At Exafunction, we’re constantly searching for ways to make GPUs more efficient. This article is part of our series on GPU Tips and Tricks, where we’ll share interesting insights and learnings we found along the way. Stay tuned for more content about how you can get the most out of your GPU in deep learning applications!

GPUs are the most cost-effective way to get low-latency deep learning inference serving in the cloud. One of the major bottlenecks when using GPUs is copying data between the CPU and GPU memory over the PCIe bus. For many deep learning models intended for high-resolution image and video processing, simply copying the inputs can significantly increase the overall latency of the system, especially when non-inference tasks like decompression and preprocessing can also be executed and chained on the GPU.

In this blog post, we'll show how to pass model inputs and outputs directly through GPU memory for model inferences in TensorFlow, bypassing the PCIe bus and CPU memory entirely.

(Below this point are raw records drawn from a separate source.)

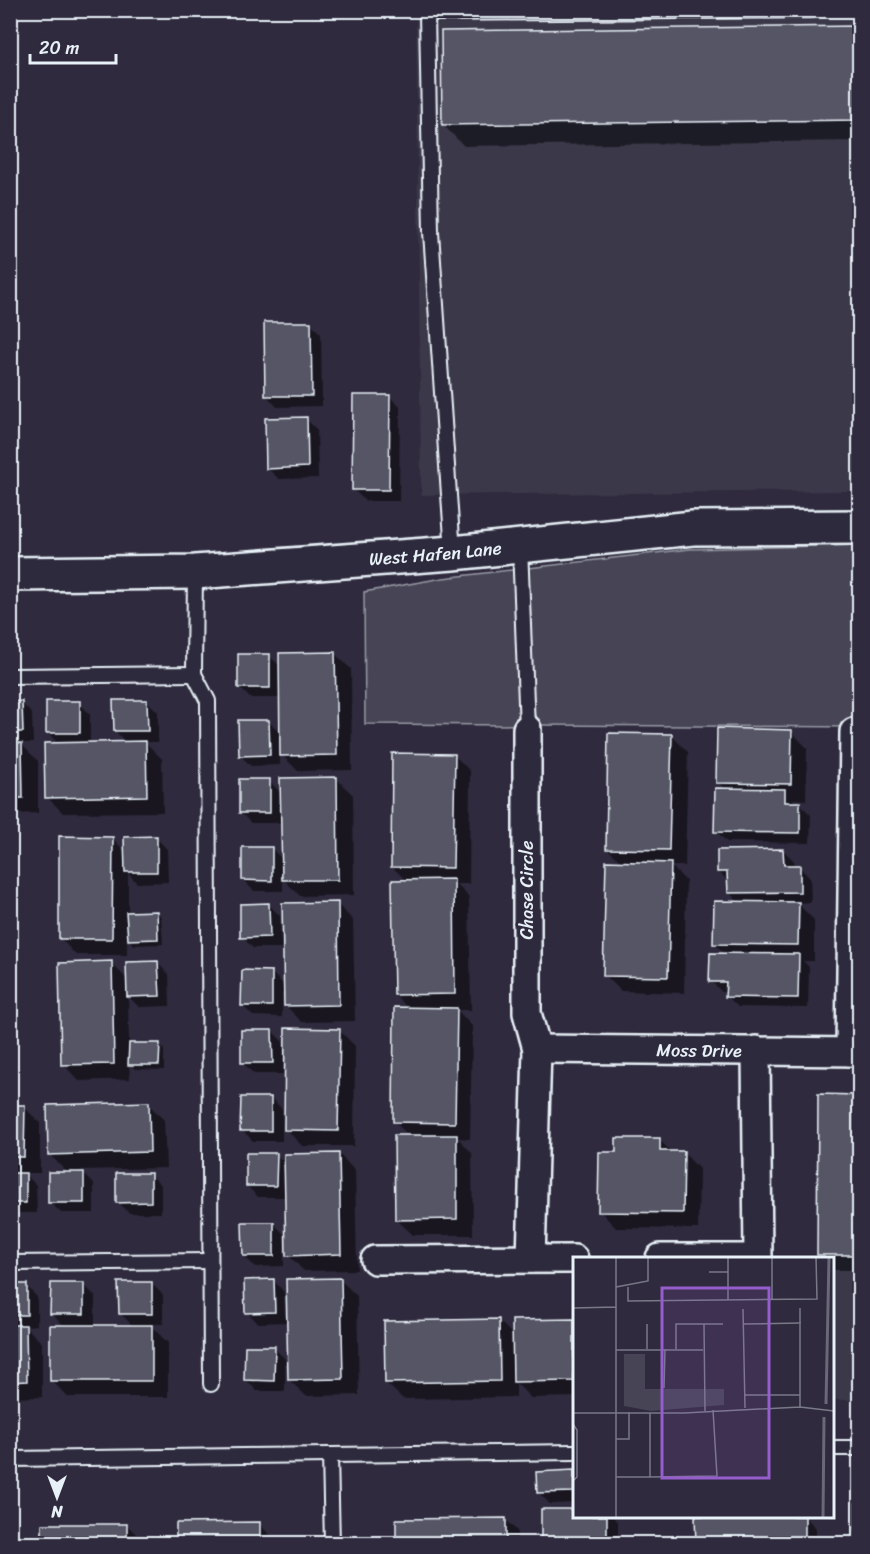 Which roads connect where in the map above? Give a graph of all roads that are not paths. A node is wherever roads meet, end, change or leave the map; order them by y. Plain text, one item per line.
1 (810, 10) edge
2 (860, 527) edge
3 (520, 546) junction
4 (453, 553) junction
5 (195, 572) junction
6 (10, 574) edge
7 (194, 674) junction
8 (10, 676) edge
9 (527, 729) joint
10 (854, 732) dead end
11 (537, 1048) junction
12 (756, 1050) junction
13 (855, 1052) edge
14 (758, 1257) edge
15 (531, 1259) junction
16 (573, 1259) edge
17 (375, 1260) dead end
18 (210, 1261) junction
19 (10, 1263) edge
20 (211, 1384) dead end
21 (834, 1448) edge
22 (860, 1448) edge
23 (573, 1452) edge
24 (330, 1455) junction
25 (10, 1459) edge
26 (332, 1544) edge

1 - 4 lane
2 - 3 main road, West Hafen Lane
3 - 4 main road, West Hafen Lane
3 - 9 lane
4 - 5 main road, West Hafen Lane
5 - 6 main road, West Hafen Lane
5 - 7 lane
7 - 8 lane
7 - 18 lane
9 - 11 street, Chase Circle
10 - 13 street
11 - 12 street, Moss Drive
11 - 15 street, Chase Circle
12 - 13 street, Moss Drive
12 - 14 street
15 - 16 street
15 - 17 street
18 - 19 lane
18 - 20 lane
21 - 22 lane
23 - 24 lane
24 - 25 lane
24 - 26 lane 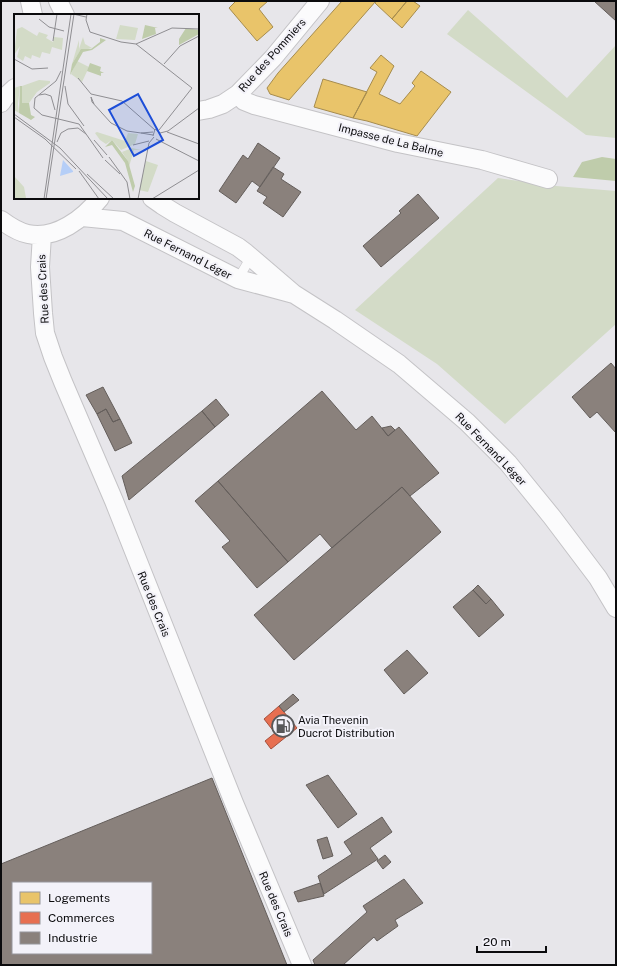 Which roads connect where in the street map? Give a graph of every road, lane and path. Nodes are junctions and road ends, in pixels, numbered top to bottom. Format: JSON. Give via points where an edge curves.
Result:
{"nodes":[{"id":1,"x":30,"y":1,"type":"edge"},
{"id":2,"x":58,"y":1,"type":"edge"},
{"id":3,"x":320,"y":1,"type":"edge"},
{"id":4,"x":33,"y":14,"type":"edge"},
{"id":5,"x":64,"y":14,"type":"edge"},
{"id":6,"x":14,"y":89,"type":"edge"},
{"id":7,"x":238,"y":94,"type":"junction"},
{"id":8,"x":1,"y":103,"type":"edge"},
{"id":9,"x":199,"y":111,"type":"edge"},
{"id":10,"x":548,"y":179,"type":"dead end"},
{"id":11,"x":99,"y":199,"type":"edge"},
{"id":12,"x":153,"y":199,"type":"edge"},
{"id":13,"x":82,"y":217,"type":"junction"},
{"id":14,"x":1,"y":220,"type":"edge"},
{"id":15,"x":42,"y":235,"type":"junction"},
{"id":16,"x":251,"y":257,"type":"junction"},
{"id":17,"x":238,"y":279,"type":"junction"},
{"id":18,"x":294,"y":294,"type":"junction"},
{"id":19,"x":616,"y":608,"type":"edge"},
{"id":20,"x":302,"y":965,"type":"edge"}],
"edges":[{"from":1,"to":4,"type":"street"},
{"from":2,"to":5,"type":"street"},
{"from":3,"to":7,"type":"street","name":"Rue des Pommiers"},
{"from":6,"to":8,"type":"street"},
{"from":7,"to":9,"type":"street","name":"Rue des Pommiers","via":[[223,104]]},
{"from":7,"to":10,"type":"street","name":"Impasse de La Balme","via":[[244,101],[254,105],[398,143],[482,160]]},
{"from":11,"to":13,"type":"street"},
{"from":12,"to":16,"type":"street","name":"Rue Fernand Léger"},
{"from":13,"to":15,"type":"street","via":[[63,229]]},
{"from":13,"to":17,"type":"street","name":"Rue Fernand Léger","via":[[123,221]]},
{"from":14,"to":15,"type":"street","via":[[19,231]]},
{"from":15,"to":20,"type":"street","name":"Rue des Crais","via":[[40,266],[45,333],[62,382],[114,501],[234,803]]},
{"from":16,"to":17,"type":"lane"},
{"from":16,"to":18,"type":"street","name":"Rue Fernand Léger"},
{"from":17,"to":18,"type":"street","name":"Rue Fernand Léger"},
{"from":18,"to":19,"type":"street","name":"Rue Fernand Léger","via":[[399,364],[467,422],[508,463],[552,516],[598,578]]}]}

As most GPU code is written in CUDA, we'll use TensorFlow's C++ interfaces to demonstrate this technique. This is most useful to interface with other libraries such as OpenCV for GPU-accelerated image preprocessing and NVIDIA NVDEC for hardware-accelerated video decoding.

Initial Setup

In TensorFlow's C++ interface, tensorflow::LoadSavedModel is used to load a model bundle:

tensorflow::SavedModelBundle bundle;
TF_RETURN_IF_ERROR(bundle, tensorflow::LoadSavedModel(
    session_options, run_options, saved_model_dir, tags, &bundle
));

The model bundle can then be run using the tensorflow::Session. By default, this uses the CPU:

tensorflow::Session* session = bundle.GetSession();

// Create a tensor in CPU memory
tensorflow::Tensor tensor(tensorflow::DT_FLOAT, {1, 2, 3});
// Pairs of feed name and tensor to pass into the model
std::vector<std::pair<std::string, tensorflow::Tensor>> inputs{"input", std::move(tensor)};

// The outputs will be written here. These will also be on the CPU.
std::vector<tensorflow::Tensor> outputs;
// Tensor names to fetch for the output.
std::vector<std::string> fetch_names;

// Run the model!
session->Run(inputs, fetch_names, {}, &outputs);

Using the GPU

Using the GPU is a bit more involved. First, a tensorflow::CallableOptions must be created from the session to specify which tensors are passed into and out of GPU memory instead of CPU memory. Also, it is necessary to specify which GPU the memory will be fed and fetched from. For simplicity in this example we will place all input and output tensors onto the first GPU:

tensorflow::CallableOptions callable_options;
std::string gpu_device_name = FirstGpuDeviceName(session);

// Names of input tensors.
std::vector<std::string> feed_names;
*callable_options.mutable_feed() = {feed_names.begin(), feed_names.end()};
// Names of output tensors.
std::vector<std::string> fetch_names;
*callable_options.mutable_fetch() = {fetch_names.begin(), fetch_names.end()};

auto& feed_devices = *callable_options.mutable_feed_devices();
for (auto& input_name : feed_names) {
  feed_devices[input_name] = gpu_device_name;
}
auto& fetch_devices = *callable_options.mutable_fetch_devices();
for (auto& output_name : fetch_names) {
  fetch_devices[output_name] = gpu_device_name;
}

Note that to get the first GPU device name, we use the following helper function:

std::string FirstGpuDeviceName(tensorflow::Session* session) {
  // Gets device name for the first GPU in the session.
  std::vector<tensorflow::DeviceAttributes> devices;
  auto status = session->ListDevices(&devices);
  assert(status.ok());
  for (const tensorflow::DeviceAttributes& d : devices) {
    if (d.device_type() == "GPU" || d.device_type() == "gpu") {
      return d.name();
    }
  }
  CHECK(false) << "GPU not found";
}

Now, we can create a tensorflow::Session::CallableHandle that encapsulates how to run the TensorFlow graph with the inputs and outputs on the GPU. Creating and destroying the callable is expensive, so this should only be done once at model initialization time. Also, the callable should be destroyed before the session itself is destroyed.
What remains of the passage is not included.